## Raw data
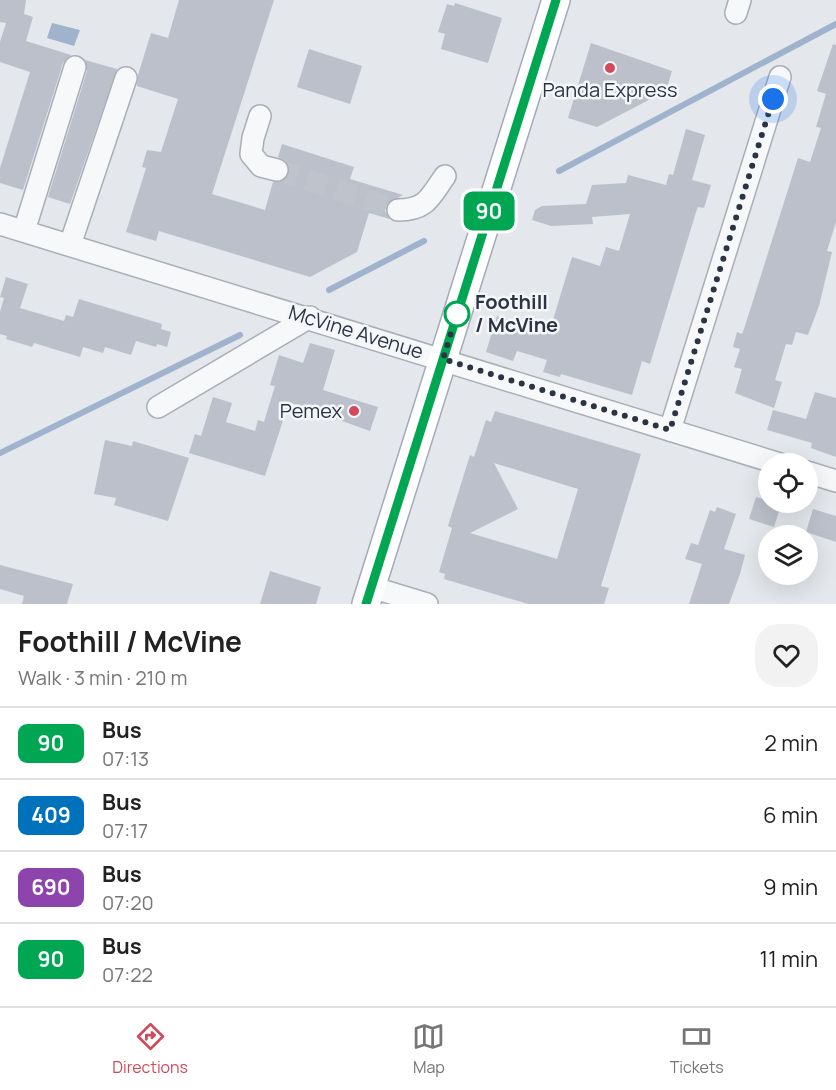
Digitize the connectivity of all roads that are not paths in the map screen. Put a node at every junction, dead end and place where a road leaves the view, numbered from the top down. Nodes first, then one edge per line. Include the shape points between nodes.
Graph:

...

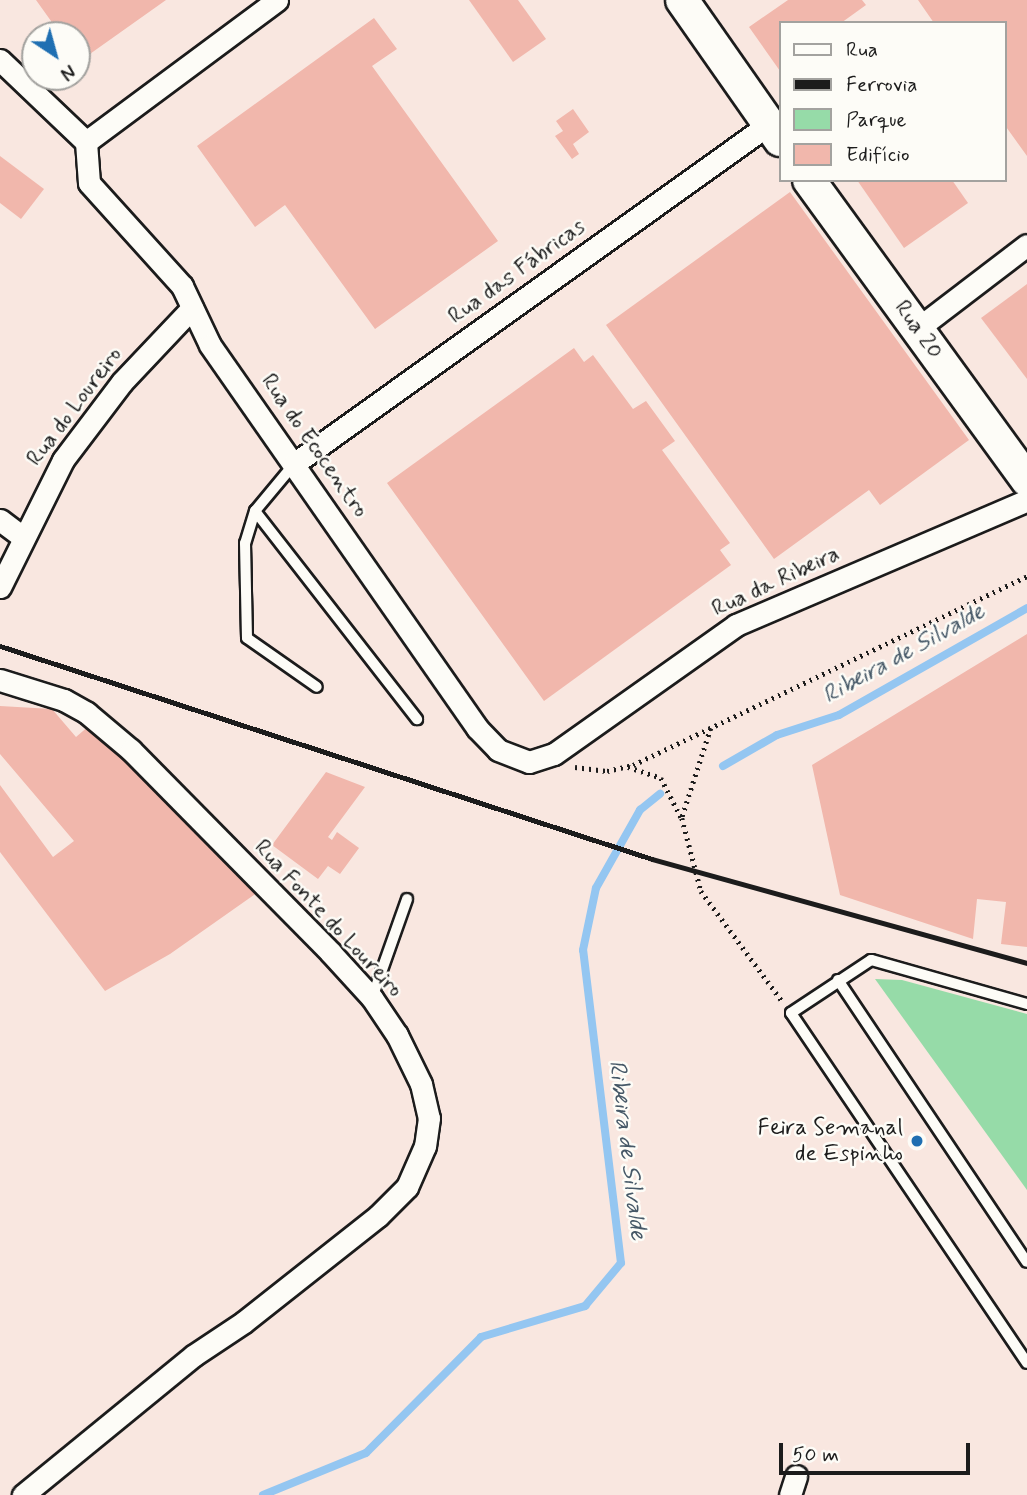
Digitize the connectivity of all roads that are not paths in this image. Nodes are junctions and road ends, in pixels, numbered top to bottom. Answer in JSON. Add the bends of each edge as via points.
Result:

## What needs to be done
Please return each line of the data above in which the word "that" occurs.

## Exercise response
Digitize the connectivity of all roads that are not paths in the map screen. Put a node at every junction, dead end and place where a road leaves the view, numbered from the top down. Nodes first, then one edge per line. Include the shape points between nodes.
Digitize the connectivity of all roads that are not paths in this image. Nodes are junctions and road ends, in pixels, numbered top to bottom. Answer in JSON. Add the bends of each edge as via points.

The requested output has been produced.